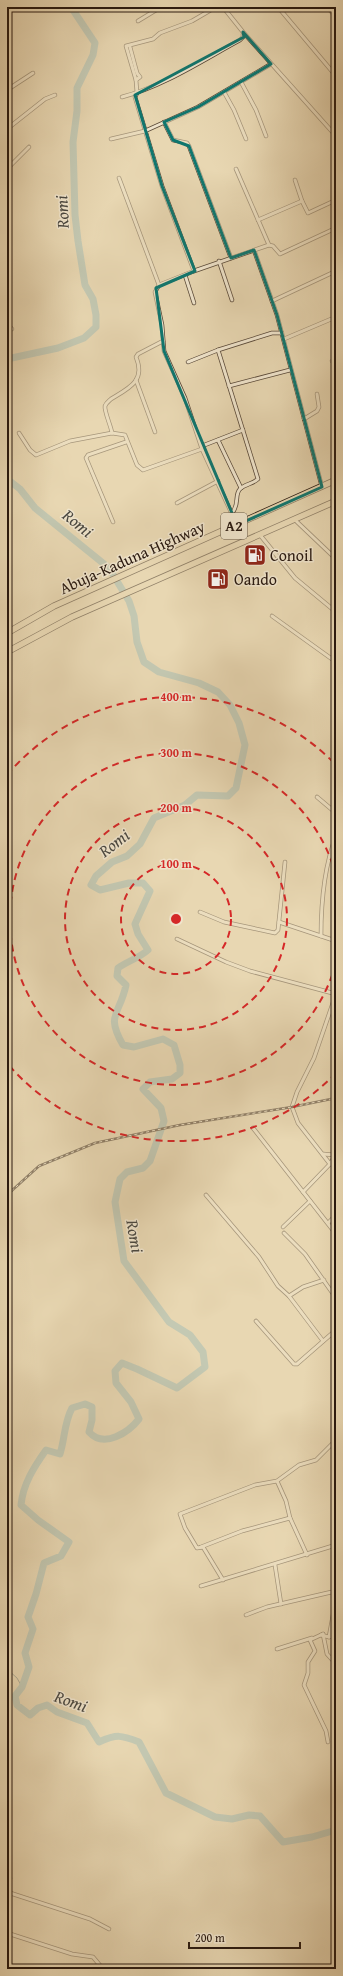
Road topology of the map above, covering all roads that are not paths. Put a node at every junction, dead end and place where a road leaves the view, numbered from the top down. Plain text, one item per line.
1 (161, 7) edge
2 (216, 7) edge
3 (223, 7) edge
4 (278, 7) edge
5 (327, 7) edge
6 (336, 18) edge
7 (138, 21) dead end
8 (243, 32) junction
9 (271, 64) junction
10 (33, 73) dead end
11 (336, 76) edge
12 (241, 82) junction
13 (7, 90) edge
14 (224, 92) junction
15 (137, 93) junction
16 (55, 95) dead end
17 (122, 98) dead end
18 (164, 122) junction
19 (7, 128) edge
20 (145, 131) junction
21 (266, 136) dead end
22 (336, 136) edge
23 (111, 140) dead end
24 (246, 140) dead end
25 (29, 147) dead end
26 (7, 169) edge
27 (236, 169) dead end
28 (119, 178) dead end
29 (295, 180) dead end
30 (336, 200) edge
31 (302, 201) junction
32 (258, 220) junction
33 (336, 228) edge
34 (269, 245) junction
35 (254, 250) junction
36 (231, 258) junction
37 (219, 261) junction
38 (195, 269) junction
39 (336, 271) edge
40 (184, 275) junction
41 (159, 285) junction
42 (232, 300) dead end
43 (272, 301) junction
44 (194, 303) dead end
45 (336, 317) edge
46 (7, 324) edge
47 (12, 329) dead end
48 (282, 333) junction
49 (284, 339) junction
50 (163, 341) junction
51 (218, 350) junction
52 (336, 359) edge
53 (332, 361) dead end
54 (188, 362) dead end
55 (290, 370) junction
56 (136, 380) junction
57 (229, 386) junction
58 (317, 394) dead end
59 (105, 406) junction
60 (99, 408) dead end
61 (304, 419) junction
62 (243, 430) junction
63 (155, 432) dead end
64 (19, 433) dead end
65 (112, 433) junction
66 (218, 440) junction
67 (126, 442) junction
68 (202, 448) junction
69 (336, 480) edge
70 (218, 481) junction
71 (322, 487) junction
72 (241, 488) junction
73 (336, 501) edge
74 (177, 504) dead end
75 (232, 513) junction
76 (295, 520) junction
77 (113, 522) dead end
78 (237, 525) junction
79 (260, 535) junction
80 (336, 559) edge
81 (336, 612) edge
82 (272, 616) dead end
83 (7, 632) edge
84 (7, 652) edge
85 (336, 662) edge
86 (317, 797) dead end
87 (336, 813) edge
88 (336, 836) edge
89 (285, 862) dead end
90 (200, 912) dead end
91 (278, 922) junction
92 (321, 936) junction
93 (177, 939) dead end
94 (336, 941) edge
95 (336, 994) edge
96 (253, 1128) dead end
97 (323, 1154) junction
98 (336, 1154) edge
99 (330, 1164) junction
100 (303, 1192) junction
101 (206, 1195) dead end
102 (310, 1201) junction
103 (336, 1215) edge
104 (328, 1223) junction
105 (283, 1227) dead end
106 (284, 1233) dead end
107 (336, 1234) edge
108 (324, 1280) junction
109 (289, 1296) junction
110 (336, 1298) edge
111 (256, 1321) dead end
112 (336, 1330) edge
113 (323, 1341) junction
114 (336, 1440) edge
115 (277, 1481) junction
116 (290, 1518) junction
117 (336, 1545) edge
118 (197, 1548) junction
119 (307, 1555) junction
120 (275, 1565) junction
121 (223, 1580) junction
122 (202, 1586) dead end
123 (336, 1591) edge
124 (336, 1599) edge
125 (281, 1604) junction
126 (246, 1615) dead end
127 (323, 1634) junction
128 (336, 1634) edge
129 (329, 1637) junction
130 (277, 1649) dead end
131 (336, 1664) edge
132 (328, 1742) dead end
133 (7, 1878) edge
134 (7, 1892) edge
135 (109, 1928) dead end
136 (7, 1932) edge
137 (103, 1969) edge

1 - 7 street
2 - 15 street
3 - 8 street
4 - 11 street
5 - 6 street
8 - 9 street
8 - 15 street
9 - 12 street
9 - 22 street
10 - 13 street
12 - 14 street
12 - 21 street
14 - 18 street
14 - 24 street
15 - 17 street
15 - 20 street
16 - 19 street
18 - 20 street
18 - 36 street
20 - 23 street
20 - 38 street
25 - 26 street
27 - 32 street
28 - 41 street
29 - 31 street
30 - 31 street
31 - 32 street
32 - 34 street
33 - 34 street
34 - 35 street
35 - 36 street
35 - 43 street
36 - 37 street
37 - 38 street
37 - 42 street
38 - 40 street
39 - 43 street
40 - 41 street
40 - 44 street
41 - 50 street
43 - 48 street
45 - 49 street
46 - 47 street
48 - 49 street
48 - 51 street
49 - 55 street
50 - 56 street
50 - 68 street
51 - 54 street
51 - 57 street
52 - 53 street
55 - 57 street
55 - 61 street
56 - 59 street
56 - 63 street
57 - 62 street
58 - 61 street
59 - 60 street
59 - 65 street
61 - 71 street
62 - 66 street
62 - 72 street
64 - 65 street
65 - 67 street
66 - 68 street
66 - 72 street
67 - 68 street
67 - 77 street
68 - 70 street
69 - 71 highway, Abuja-Kaduna Highway / A2
70 - 74 street
70 - 75 street
71 - 78 highway, Abuja-Kaduna Highway / A2
72 - 75 street
73 - 76 highway, Abuja-Kaduna Highway / A2
75 - 78 street
76 - 79 highway, Abuja-Kaduna Highway / A2
76 - 80 street
78 - 83 highway, Abuja-Kaduna Highway / A2
79 - 81 street
79 - 84 highway, Abuja-Kaduna Highway / A2
82 - 85 street
86 - 87 street
88 - 92 street
89 - 91 street
90 - 91 street
91 - 92 street
92 - 94 street
93 - 95 street
95 - 97 street
96 - 100 street
97 - 98 street
97 - 99 street
98 - 99 street
99 - 100 street
100 - 102 street
101 - 109 street
102 - 104 street
102 - 105 street
103 - 104 street
104 - 107 street
106 - 108 street
108 - 109 street
108 - 110 street
109 - 113 street
111 - 113 street
112 - 113 street
114 - 115 street
115 - 116 street
115 - 118 street
116 - 118 street
116 - 119 street
117 - 119 street
118 - 121 street
119 - 120 street
120 - 121 street
120 - 125 street
121 - 122 street
123 - 125 street
124 - 129 street
125 - 126 street
127 - 129 street
127 - 130 street
127 - 131 street
127 - 132 street
128 - 129 street
133 - 134 street
134 - 135 street
136 - 137 street

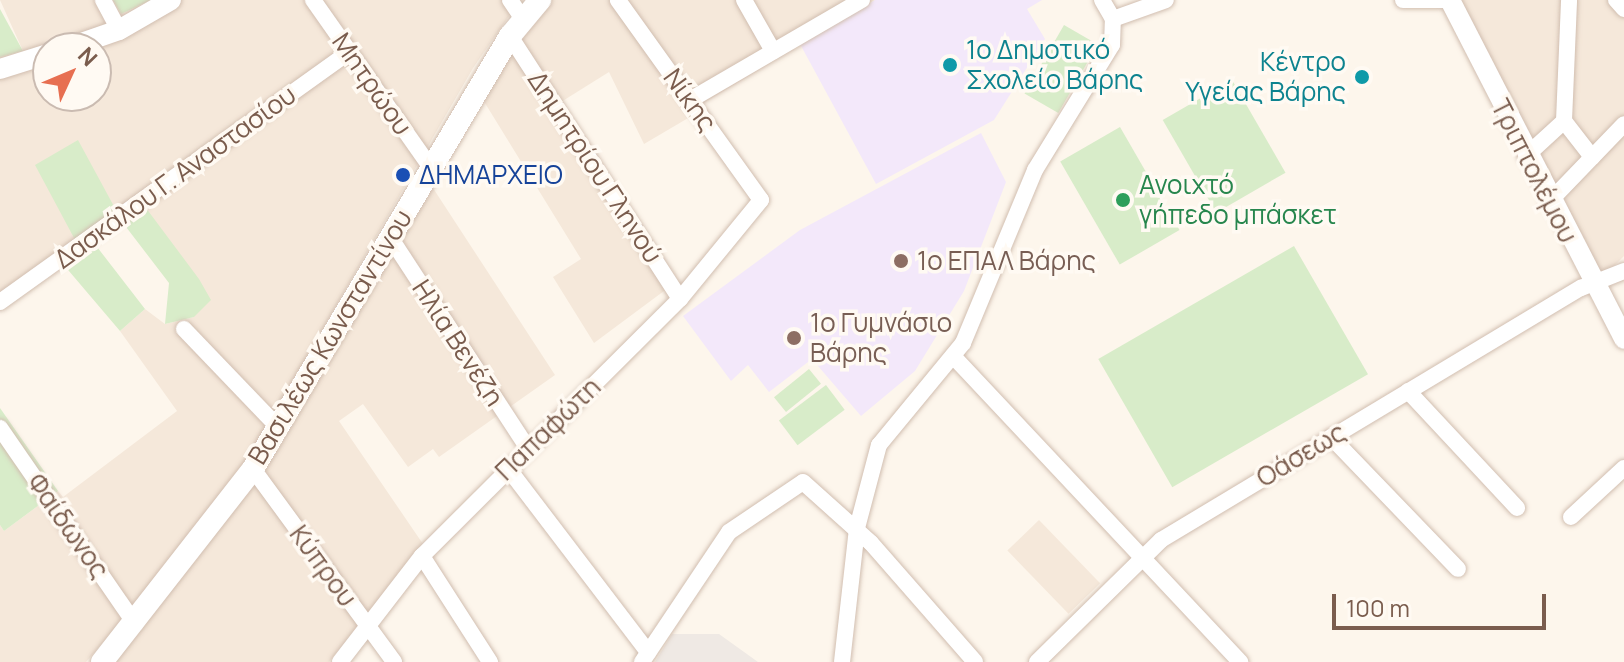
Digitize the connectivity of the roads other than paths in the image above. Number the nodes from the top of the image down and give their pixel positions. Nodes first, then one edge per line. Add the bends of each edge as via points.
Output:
1 (103, 0) edge
2 (171, 0) edge
3 (313, 0) edge
4 (540, 0) edge
5 (618, 0) edge
6 (744, 0) edge
7 (862, 0) edge
8 (1102, 0) edge
9 (1166, 0) edge
10 (1403, 0) edge
11 (1450, 0) edge
12 (1569, 0) edge
13 (1616, 0) edge
14 (1624, 9) edge
15 (514, 18) edge
16 (1113, 19) junction
17 (119, 30) junction
18 (112, 32) edge
19 (773, 51) junction
20 (349, 52) junction
21 (32, 59) edge
22 (0, 69) edge
23 (690, 100) junction
24 (1564, 121) junction
25 (1624, 124) edge
26 (1526, 156) junction
27 (1592, 157) junction
28 (431, 168) junction
29 (761, 200) joint
30 (1549, 202) junction
31 (390, 237) junction
32 (1624, 271) edge
33 (1593, 286) junction
34 (680, 299) junction
35 (0, 302) edge
36 (184, 329) dead end
37 (1624, 339) edge
38 (953, 356) junction
39 (1408, 391) junction
40 (278, 427) junction
41 (0, 428) edge
42 (1331, 437) junction
43 (527, 447) junction
44 (507, 467) junction
45 (1624, 468) edge
46 (253, 469) junction
47 (1517, 508) dead end
48 (1571, 517) dead end
49 (857, 528) junction
50 (1143, 555) junction
51 (422, 556) junction
52 (1458, 569) dead end
53 (135, 624) junction
54 (366, 625) junction
55 (645, 657) edge
56 (102, 662) edge
57 (340, 662) edge
58 (394, 662) edge
59 (490, 662) edge
60 (842, 662) edge
61 (975, 662) edge
62 (1037, 662) edge
63 (1240, 662) edge

1 - 17 street
2 - 17 street
3 - 20 street, Μητρώου
4 - 15 main road, Βασιλέως Κωνσταντίνου
5 - 23 street, Νίκης
6 - 19 street
7 - 19 street
8 - 16 street
9 - 16 street
10 - 11 street
11 - 26 street, Τριπτολέμου
12 - 24 street
13 - 14 street
15 - 28 main road, Βασιλέως Κωνσταντίνου
15 - 34 street, Δημητρίου Γληνού
16 - 38 street via 1112,45 1035,170
17 - 18 street
19 - 23 street
20 - 28 street, Μητρώου
20 - 35 street, Δασκάλου Γ. Αναστασίου
21 - 22 street
23 - 29 street, Νίκης
24 - 26 street
24 - 27 street
25 - 27 street
26 - 30 street, Τριπτολέμου
27 - 30 street
28 - 31 main road, Βασιλέως Κωνσταντίνου
29 - 34 street, Παπαφώτη
30 - 33 street, Τριπτολέμου
31 - 40 main road, Βασιλέως Κωνσταντίνου
31 - 43 street, Ηλία Βενέζη
32 - 33 street, Οάσεως
33 - 37 street, Τριπτολέμου
33 - 39 street, Οάσεως
34 - 43 street, Παπαφώτη
36 - 40 street
38 - 49 street via 879,445
38 - 50 street
39 - 42 street, Οάσεως
39 - 47 street
40 - 46 main road, Βασιλέως Κωνσταντίνου
41 - 53 street, Φαίδωνος
42 - 50 street, Οάσεως
42 - 52 street
43 - 44 street, Παπαφώτη
44 - 51 street, Παπαφώτη
44 - 55 street
45 - 48 street
46 - 53 main road, Βασιλέως Κωνσταντίνου
46 - 54 street, Κύπρου
49 - 55 street via 814,487 793,485 729,532
49 - 60 street
49 - 61 street
50 - 62 street, Οάσεως
50 - 63 street
51 - 54 street, Παπαφώτη
51 - 59 street
53 - 56 main road, Βασιλέως Κωνσταντίνου
54 - 57 street, Παπαφώτη
54 - 58 street, Κύπρου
+---+
§ Problem requirements:
Each line in the listing above that includes "Abuja" is to be copied.

§ Written response:
69 - 71 highway, Abuja-Kaduna Highway / A2
71 - 78 highway, Abuja-Kaduna Highway / A2
73 - 76 highway, Abuja-Kaduna Highway / A2
76 - 79 highway, Abuja-Kaduna Highway / A2
78 - 83 highway, Abuja-Kaduna Highway / A2
79 - 84 highway, Abuja-Kaduna Highway / A2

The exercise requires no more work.